_Supplied material:_

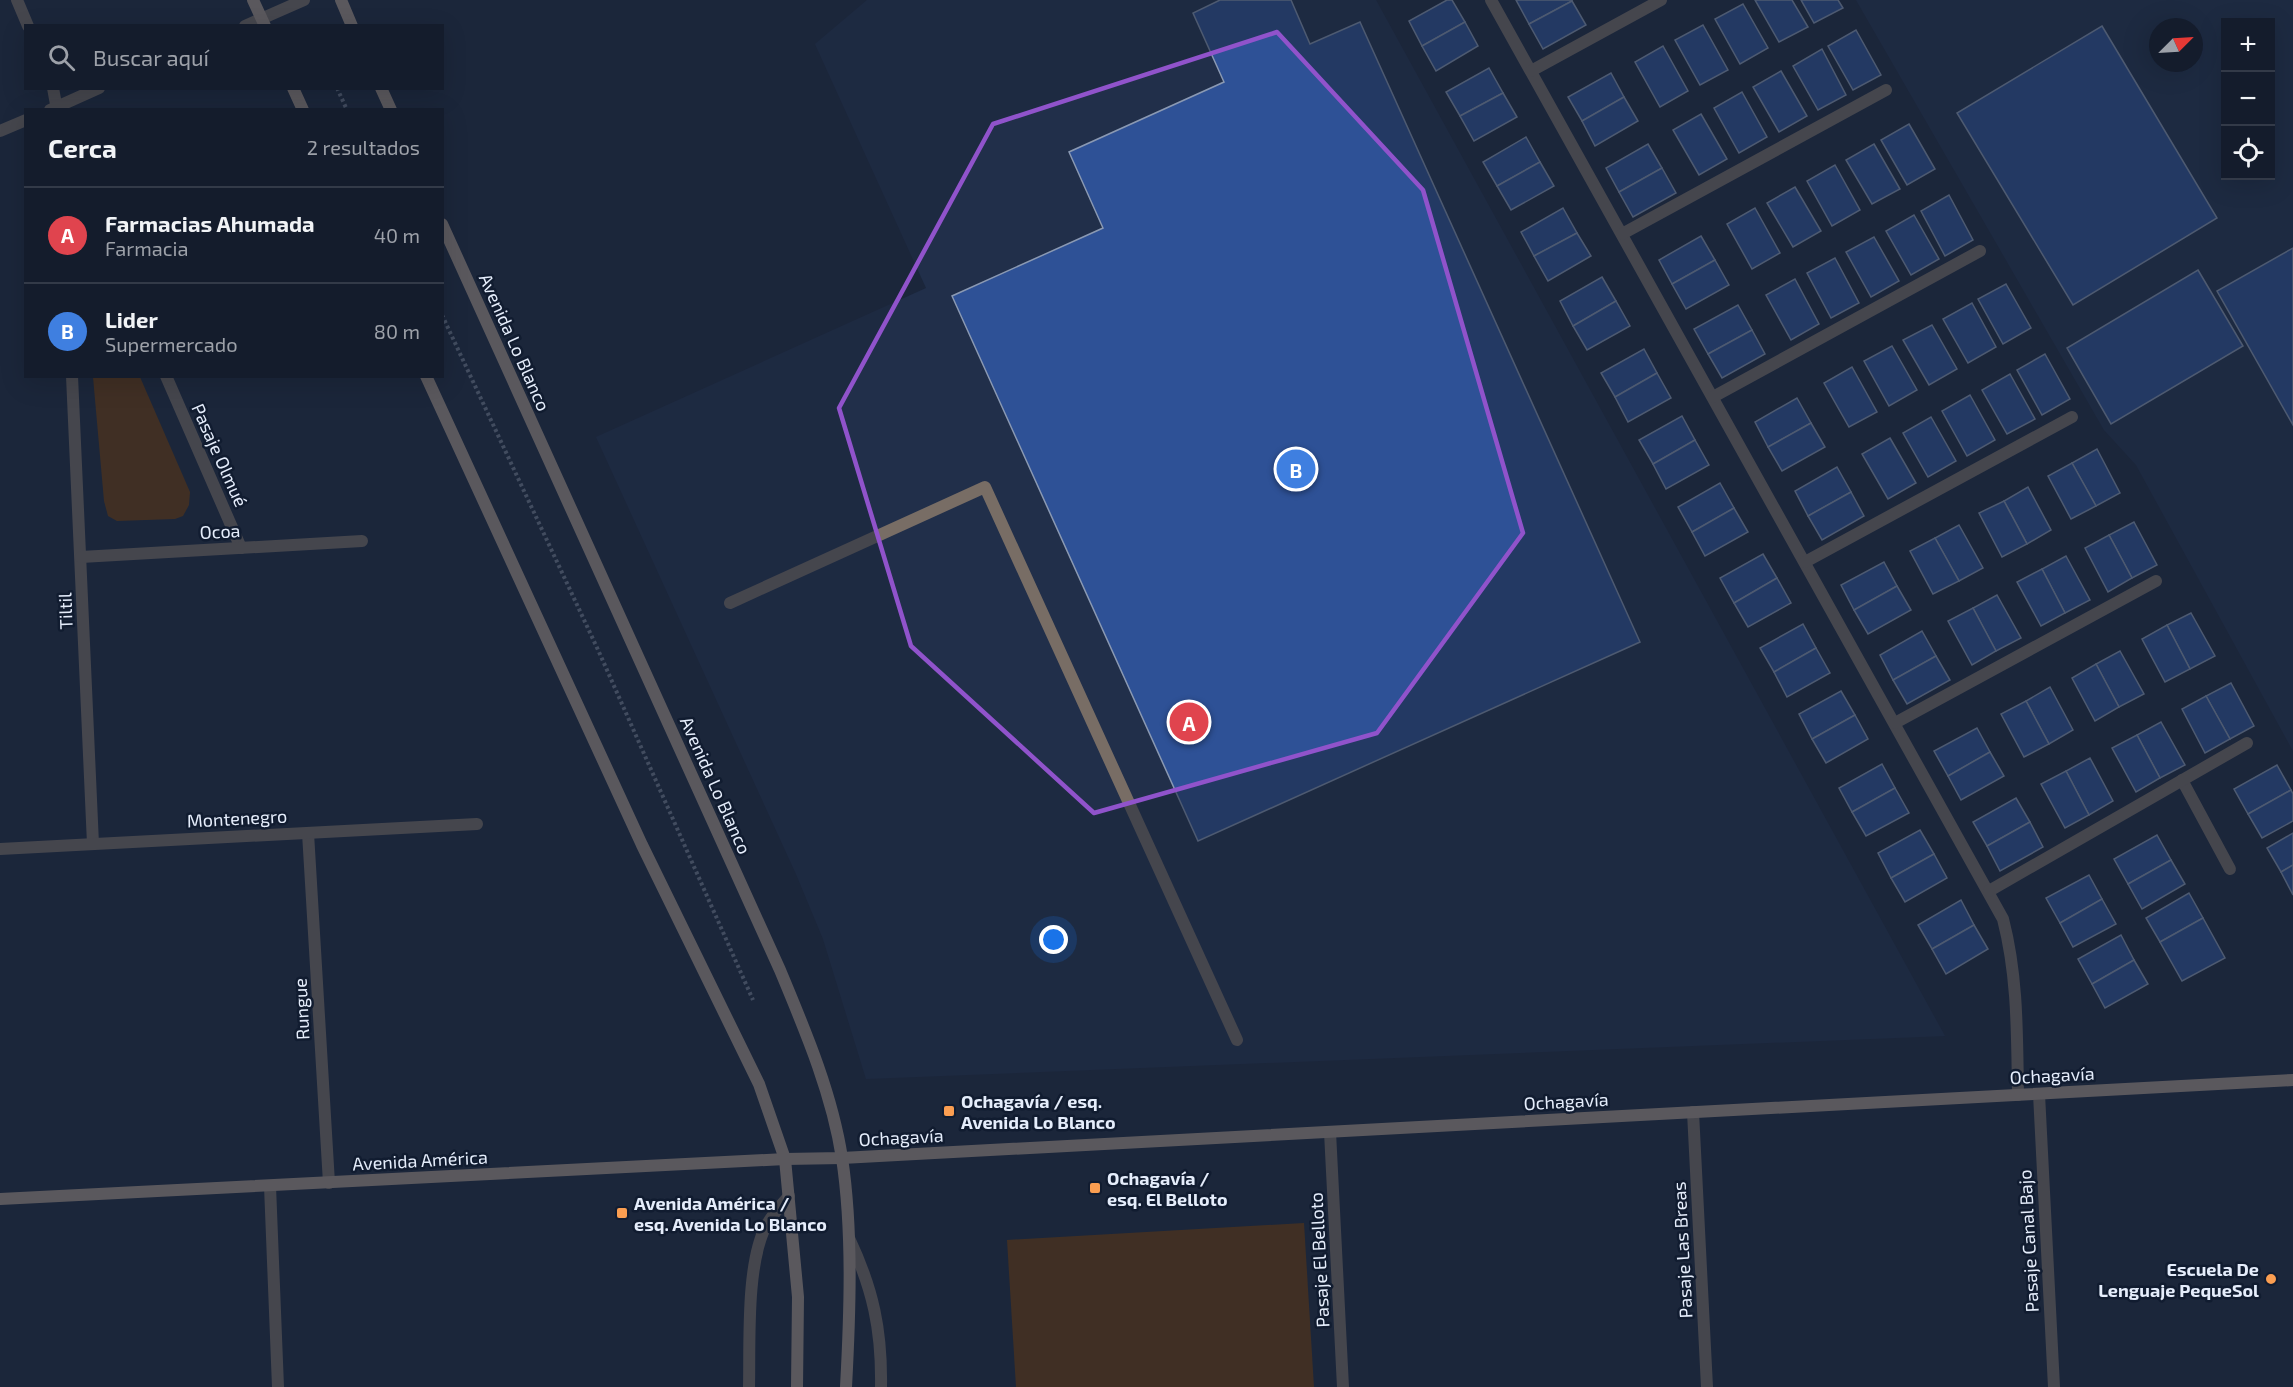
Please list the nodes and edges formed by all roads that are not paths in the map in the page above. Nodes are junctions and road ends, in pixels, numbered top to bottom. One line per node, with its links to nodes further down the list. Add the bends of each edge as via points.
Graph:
1 (17, 0): 8 (street)
2 (253, 0): 7 (main road)
3 (304, 0): 7 (street)
4 (340, 0): 9 (main road)
5 (1491, 0): 10 (street)
6 (1661, 0): 10 (street)
7 (263, 22)
8 (27, 24)
9 (351, 24)
10 (1531, 71): 23 (street)
11 (53, 90): 16 (street)
12 (95, 90): 17 (street)
13 (294, 90): 18 (main road)
14 (382, 90): 19 (main road)
15 (1886, 90): 23 (street)
16 (54, 108)
17 (56, 108)
18 (302, 108)
19 (389, 108)
20 (24, 121): 21 (street)
21 (0, 131)
22 (444, 228): 51 (main road, Avenida Lo Blanco, via 780,970 819,1071)
23 (1622, 234): 28 (street)
24 (1980, 252): 28 (street)
25 (72, 378): 32 (street, Tiltil)
26 (167, 378): 31 (street, Pasaje Olmué)
27 (427, 378): 52 (main road, via 642,845 747,1056)
28 (1713, 397): 33 (street)
29 (2072, 417): 33 (street)
30 (362, 541): 31 (street, Ocoa)
31 (242, 548): 32 (street, Ocoa)
32 (81, 557): 41 (street, Tiltil)
33 (1805, 562): 36 (street)
34 (2156, 581): 36 (street)
35 (730, 603): 45 (street, via 985,487)
36 (1895, 723): 44 (street)
37 (2247, 743): 38 (street)
38 (2182, 780): 43 (street); 44 (street)
39 (477, 824): 40 (street, Montenegro)
40 (308, 833): 41 (street, Montenegro); 53 (street, Rungue)
41 (93, 844): 42 (street, Montenegro)
42 (0, 849)
43 (2230, 869)
44 (1989, 891): 48 (street, via 2003,919 2016,986)
45 (1237, 1040)
46 (2293, 1080): 47 (main road, Ochagavía)
47 (2039, 1094): 48 (main road, Ochagavía); 65 (street, Pasaje Canal Bajo)
48 (2018, 1095): 49 (main road, Ochagavía)
49 (1693, 1112): 50 (main road, Ochagavía); 64 (street, Pasaje Las Breas)
50 (1330, 1132): 51 (main road, Ochagavía); 63 (street, Pasaje El Belloto)
51 (842, 1158): 52 (main road, Avenida América); 57 (main road, Avenida Lo Blanco)
52 (785, 1159): 53 (main road, Avenida América); 55 (main road)
53 (329, 1183): 54 (main road, Avenida América)
54 (270, 1186): 56 (main road, Avenida América); 58 (street)
55 (789, 1196): 59 (street, via 766,1226 753,1269); 60 (main road, via 798,1297)
56 (0, 1198)
57 (848, 1236): 61 (main road, Avenida Lo Blanco, via 850,1317); 62 (street, via 877,1319 882,1351)
58 (278, 1387)
59 (749, 1387)
60 (797, 1387)
61 (846, 1387)
62 (881, 1387)
63 (1343, 1387)
64 (1707, 1387)
65 (2054, 1387)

_Task instructions:_ Copy each line of the preceding data that contains the string "Tiltil".

_Solved problem:_
25 (72, 378): 32 (street, Tiltil)
32 (81, 557): 41 (street, Tiltil)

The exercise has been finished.